Task prompt:
Return every line of the entries that includes the word "order".

┌──

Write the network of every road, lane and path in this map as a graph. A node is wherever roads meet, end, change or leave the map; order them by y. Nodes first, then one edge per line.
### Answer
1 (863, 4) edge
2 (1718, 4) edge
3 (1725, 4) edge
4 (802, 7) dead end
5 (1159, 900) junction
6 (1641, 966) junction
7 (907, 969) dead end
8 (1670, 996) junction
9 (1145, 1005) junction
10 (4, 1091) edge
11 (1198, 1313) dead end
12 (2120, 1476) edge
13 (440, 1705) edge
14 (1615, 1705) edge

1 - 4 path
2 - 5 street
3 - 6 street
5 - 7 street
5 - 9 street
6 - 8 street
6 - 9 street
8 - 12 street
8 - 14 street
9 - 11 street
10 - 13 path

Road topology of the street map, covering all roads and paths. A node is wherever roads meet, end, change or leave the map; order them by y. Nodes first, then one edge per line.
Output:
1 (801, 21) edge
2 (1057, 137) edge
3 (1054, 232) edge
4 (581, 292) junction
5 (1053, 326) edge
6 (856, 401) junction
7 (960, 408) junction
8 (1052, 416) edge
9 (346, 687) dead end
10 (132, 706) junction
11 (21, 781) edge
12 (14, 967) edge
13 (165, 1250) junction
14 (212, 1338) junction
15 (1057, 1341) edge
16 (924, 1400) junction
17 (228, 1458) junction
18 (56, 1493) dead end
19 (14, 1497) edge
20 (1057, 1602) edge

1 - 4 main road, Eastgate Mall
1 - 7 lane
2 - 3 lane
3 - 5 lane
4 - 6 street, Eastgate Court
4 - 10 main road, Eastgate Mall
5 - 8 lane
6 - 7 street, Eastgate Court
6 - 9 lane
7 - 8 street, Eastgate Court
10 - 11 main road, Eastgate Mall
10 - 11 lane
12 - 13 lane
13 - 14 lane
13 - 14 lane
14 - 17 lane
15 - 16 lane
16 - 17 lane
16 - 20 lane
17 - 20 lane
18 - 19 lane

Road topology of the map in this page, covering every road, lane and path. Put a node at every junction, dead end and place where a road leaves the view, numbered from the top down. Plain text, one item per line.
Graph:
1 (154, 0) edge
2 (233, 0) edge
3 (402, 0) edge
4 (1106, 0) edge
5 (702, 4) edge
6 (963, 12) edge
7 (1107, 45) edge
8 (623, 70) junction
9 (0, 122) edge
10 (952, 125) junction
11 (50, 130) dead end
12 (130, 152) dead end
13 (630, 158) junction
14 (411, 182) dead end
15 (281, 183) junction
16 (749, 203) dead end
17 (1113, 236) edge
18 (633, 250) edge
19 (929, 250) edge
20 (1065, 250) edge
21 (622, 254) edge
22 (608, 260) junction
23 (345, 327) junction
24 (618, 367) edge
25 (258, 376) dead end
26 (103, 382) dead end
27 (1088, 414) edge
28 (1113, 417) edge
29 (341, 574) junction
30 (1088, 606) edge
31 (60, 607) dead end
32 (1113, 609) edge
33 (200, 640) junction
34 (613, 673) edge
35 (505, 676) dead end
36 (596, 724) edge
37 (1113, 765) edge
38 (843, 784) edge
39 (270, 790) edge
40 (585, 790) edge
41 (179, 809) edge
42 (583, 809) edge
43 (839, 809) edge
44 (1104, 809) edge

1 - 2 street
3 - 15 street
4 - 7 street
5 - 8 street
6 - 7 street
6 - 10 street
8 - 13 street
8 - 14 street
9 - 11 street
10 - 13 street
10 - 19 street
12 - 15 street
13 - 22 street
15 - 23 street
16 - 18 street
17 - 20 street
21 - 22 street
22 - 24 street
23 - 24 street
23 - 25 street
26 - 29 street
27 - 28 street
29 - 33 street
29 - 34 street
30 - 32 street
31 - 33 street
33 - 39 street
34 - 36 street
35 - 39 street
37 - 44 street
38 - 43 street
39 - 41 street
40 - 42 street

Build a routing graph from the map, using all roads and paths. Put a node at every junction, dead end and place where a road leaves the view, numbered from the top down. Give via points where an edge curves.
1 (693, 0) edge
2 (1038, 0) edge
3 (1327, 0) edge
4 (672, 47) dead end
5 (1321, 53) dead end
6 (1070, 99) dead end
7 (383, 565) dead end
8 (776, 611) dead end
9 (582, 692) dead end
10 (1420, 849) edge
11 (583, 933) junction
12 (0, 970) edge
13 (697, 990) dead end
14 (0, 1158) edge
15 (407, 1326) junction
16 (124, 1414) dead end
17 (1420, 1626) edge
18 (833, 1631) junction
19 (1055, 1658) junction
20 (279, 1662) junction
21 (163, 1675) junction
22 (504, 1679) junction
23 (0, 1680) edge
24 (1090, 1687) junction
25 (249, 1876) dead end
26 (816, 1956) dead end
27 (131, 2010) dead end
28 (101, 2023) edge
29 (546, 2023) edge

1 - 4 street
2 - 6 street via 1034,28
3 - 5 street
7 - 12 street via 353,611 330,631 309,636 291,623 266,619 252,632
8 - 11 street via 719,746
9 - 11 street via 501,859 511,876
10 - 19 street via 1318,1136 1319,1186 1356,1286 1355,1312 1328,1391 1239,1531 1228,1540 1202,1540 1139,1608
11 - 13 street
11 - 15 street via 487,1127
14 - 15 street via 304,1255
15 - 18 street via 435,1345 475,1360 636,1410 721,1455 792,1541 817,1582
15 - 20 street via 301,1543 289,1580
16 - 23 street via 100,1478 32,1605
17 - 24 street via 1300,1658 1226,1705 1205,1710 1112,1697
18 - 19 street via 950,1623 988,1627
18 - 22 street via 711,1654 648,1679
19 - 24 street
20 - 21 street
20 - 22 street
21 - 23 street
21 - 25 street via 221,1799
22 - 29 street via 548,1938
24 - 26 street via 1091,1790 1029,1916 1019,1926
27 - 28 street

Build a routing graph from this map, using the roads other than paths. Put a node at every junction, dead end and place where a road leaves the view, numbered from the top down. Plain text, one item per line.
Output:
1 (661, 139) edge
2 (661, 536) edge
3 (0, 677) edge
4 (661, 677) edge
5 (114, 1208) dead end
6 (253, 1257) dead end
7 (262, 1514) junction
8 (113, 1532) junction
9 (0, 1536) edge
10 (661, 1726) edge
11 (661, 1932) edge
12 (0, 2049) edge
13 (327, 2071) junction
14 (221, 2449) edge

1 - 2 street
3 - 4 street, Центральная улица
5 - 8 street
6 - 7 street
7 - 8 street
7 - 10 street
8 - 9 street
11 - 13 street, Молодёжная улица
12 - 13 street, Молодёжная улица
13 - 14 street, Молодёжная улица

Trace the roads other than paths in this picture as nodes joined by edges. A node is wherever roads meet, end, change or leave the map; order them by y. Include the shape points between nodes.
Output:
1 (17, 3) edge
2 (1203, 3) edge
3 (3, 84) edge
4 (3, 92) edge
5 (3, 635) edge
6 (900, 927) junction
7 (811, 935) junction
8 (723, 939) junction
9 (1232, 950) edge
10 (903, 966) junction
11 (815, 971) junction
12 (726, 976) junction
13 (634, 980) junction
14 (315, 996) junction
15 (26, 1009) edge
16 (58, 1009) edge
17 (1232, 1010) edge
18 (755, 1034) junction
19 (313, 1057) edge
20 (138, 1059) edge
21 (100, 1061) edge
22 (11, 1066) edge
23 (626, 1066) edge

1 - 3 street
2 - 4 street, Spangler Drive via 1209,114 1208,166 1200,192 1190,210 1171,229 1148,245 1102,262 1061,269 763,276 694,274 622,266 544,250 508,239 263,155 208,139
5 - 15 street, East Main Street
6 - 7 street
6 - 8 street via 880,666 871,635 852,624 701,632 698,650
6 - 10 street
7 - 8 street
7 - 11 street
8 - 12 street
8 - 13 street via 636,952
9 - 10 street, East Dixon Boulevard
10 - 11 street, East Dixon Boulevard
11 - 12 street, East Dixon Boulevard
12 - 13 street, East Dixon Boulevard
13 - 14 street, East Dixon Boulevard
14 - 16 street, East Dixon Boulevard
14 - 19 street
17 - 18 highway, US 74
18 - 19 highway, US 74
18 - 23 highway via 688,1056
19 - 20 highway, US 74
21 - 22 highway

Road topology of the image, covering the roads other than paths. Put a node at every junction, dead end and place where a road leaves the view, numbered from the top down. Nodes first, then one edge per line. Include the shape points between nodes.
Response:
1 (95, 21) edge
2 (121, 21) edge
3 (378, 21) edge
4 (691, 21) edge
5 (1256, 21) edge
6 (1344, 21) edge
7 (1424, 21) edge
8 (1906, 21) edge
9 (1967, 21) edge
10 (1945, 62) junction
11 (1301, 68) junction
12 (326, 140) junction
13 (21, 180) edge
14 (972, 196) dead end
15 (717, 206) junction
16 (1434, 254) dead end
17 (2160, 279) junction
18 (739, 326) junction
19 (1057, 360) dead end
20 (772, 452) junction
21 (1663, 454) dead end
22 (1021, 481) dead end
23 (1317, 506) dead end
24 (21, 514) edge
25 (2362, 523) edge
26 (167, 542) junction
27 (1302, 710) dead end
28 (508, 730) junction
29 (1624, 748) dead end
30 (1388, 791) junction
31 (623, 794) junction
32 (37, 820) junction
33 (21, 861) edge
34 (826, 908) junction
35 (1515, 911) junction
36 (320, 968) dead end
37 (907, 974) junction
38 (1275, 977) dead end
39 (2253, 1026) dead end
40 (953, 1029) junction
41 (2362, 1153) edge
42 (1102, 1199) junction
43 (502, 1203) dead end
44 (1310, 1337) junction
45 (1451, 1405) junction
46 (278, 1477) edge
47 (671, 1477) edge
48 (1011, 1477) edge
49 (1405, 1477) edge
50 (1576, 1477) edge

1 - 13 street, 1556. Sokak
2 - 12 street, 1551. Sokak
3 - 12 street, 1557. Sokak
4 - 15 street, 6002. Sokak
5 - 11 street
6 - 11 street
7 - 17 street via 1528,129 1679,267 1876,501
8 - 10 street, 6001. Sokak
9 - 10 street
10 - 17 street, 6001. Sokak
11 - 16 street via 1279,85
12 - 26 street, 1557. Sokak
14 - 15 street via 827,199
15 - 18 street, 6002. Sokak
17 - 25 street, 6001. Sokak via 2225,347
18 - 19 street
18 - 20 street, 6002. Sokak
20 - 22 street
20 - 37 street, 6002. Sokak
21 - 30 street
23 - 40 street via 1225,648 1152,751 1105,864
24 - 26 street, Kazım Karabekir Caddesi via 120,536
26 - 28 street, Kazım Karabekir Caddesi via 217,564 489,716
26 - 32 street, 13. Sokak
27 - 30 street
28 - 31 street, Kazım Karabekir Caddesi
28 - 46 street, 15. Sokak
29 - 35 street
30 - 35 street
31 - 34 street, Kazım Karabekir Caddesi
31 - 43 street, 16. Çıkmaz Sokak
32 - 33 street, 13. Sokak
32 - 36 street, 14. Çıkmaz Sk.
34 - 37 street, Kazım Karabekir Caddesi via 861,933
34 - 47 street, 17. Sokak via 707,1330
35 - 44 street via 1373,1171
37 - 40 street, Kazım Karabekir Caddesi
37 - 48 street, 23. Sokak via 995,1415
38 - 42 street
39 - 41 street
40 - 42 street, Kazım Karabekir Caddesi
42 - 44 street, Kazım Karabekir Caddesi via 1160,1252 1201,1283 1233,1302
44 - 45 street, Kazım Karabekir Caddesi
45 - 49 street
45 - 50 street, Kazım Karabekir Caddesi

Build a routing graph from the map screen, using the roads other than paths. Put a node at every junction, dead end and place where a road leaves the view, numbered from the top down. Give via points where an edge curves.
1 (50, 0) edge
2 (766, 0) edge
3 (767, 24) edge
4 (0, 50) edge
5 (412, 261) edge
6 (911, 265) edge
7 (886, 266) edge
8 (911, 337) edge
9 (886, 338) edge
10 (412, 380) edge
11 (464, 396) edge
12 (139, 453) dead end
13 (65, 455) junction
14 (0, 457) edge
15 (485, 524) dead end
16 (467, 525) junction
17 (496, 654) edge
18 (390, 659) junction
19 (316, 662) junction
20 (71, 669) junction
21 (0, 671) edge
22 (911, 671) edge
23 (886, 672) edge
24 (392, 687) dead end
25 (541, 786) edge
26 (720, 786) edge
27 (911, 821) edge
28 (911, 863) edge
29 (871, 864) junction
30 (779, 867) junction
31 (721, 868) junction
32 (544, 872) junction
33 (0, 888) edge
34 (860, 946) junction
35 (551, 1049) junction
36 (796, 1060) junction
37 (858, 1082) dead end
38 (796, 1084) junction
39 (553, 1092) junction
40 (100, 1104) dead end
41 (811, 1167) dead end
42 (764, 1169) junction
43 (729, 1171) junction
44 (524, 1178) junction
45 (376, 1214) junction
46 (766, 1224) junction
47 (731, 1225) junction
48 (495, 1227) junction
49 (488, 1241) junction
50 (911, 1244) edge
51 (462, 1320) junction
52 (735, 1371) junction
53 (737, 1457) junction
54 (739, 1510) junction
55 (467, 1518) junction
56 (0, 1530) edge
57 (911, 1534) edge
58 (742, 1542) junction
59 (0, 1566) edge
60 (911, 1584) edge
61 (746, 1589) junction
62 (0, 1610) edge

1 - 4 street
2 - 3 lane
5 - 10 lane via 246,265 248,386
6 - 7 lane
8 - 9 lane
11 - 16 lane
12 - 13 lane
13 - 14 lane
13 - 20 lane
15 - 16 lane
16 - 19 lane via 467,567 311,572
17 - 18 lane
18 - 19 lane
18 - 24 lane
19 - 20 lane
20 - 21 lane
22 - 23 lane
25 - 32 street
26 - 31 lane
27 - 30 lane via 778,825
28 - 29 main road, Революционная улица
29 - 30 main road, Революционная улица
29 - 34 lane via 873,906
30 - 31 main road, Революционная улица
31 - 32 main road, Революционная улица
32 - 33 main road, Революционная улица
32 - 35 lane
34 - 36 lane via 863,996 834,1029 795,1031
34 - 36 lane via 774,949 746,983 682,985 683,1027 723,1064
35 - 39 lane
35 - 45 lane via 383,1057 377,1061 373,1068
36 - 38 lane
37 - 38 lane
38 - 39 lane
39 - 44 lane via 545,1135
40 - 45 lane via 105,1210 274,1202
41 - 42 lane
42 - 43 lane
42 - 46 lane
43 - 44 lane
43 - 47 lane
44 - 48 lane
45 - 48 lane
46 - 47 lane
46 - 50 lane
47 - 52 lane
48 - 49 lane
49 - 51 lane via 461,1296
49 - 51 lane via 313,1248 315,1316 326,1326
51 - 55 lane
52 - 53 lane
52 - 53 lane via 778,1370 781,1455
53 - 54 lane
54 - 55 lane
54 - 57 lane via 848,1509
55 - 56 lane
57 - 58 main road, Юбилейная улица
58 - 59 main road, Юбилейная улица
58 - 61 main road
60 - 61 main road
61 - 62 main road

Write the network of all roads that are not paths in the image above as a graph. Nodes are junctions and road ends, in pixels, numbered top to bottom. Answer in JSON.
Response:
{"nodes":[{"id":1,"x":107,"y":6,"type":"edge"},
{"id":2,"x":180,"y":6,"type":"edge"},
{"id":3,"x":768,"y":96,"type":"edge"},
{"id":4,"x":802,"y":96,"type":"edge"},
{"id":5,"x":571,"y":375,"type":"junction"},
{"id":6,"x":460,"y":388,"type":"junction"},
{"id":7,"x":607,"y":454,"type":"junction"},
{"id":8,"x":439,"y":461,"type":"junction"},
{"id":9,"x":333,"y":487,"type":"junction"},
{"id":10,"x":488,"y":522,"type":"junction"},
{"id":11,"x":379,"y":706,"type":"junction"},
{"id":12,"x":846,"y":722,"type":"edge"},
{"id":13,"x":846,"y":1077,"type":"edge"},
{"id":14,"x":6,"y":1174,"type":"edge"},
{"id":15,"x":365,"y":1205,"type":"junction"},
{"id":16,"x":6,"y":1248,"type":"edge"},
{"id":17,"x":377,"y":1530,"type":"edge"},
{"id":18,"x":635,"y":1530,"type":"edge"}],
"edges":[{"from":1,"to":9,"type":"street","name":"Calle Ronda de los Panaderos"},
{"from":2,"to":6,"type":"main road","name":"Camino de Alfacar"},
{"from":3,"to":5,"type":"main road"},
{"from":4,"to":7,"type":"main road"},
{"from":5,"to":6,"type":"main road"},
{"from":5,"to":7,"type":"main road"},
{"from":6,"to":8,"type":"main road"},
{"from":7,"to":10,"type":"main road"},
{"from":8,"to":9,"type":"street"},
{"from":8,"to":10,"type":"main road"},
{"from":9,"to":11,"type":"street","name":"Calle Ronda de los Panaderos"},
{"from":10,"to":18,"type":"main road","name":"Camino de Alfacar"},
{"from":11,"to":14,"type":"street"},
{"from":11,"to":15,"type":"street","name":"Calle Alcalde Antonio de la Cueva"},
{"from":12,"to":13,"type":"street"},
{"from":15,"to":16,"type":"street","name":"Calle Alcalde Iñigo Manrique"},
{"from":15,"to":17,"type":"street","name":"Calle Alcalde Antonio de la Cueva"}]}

└──

Answer section:
Write the network of every road, lane and path in this map as a graph. A node is wherever roads meet, end, change or leave the map; order them by y. Nodes first, then one edge per line.
Road topology of the street map, covering all roads and paths. A node is wherever roads meet, end, change or leave the map; order them by y. Nodes first, then one edge per line.
Trace the roads other than paths in this picture as nodes joined by edges. A node is wherever roads meet, end, change or leave the map; order them by y. Include the shape points between nodes.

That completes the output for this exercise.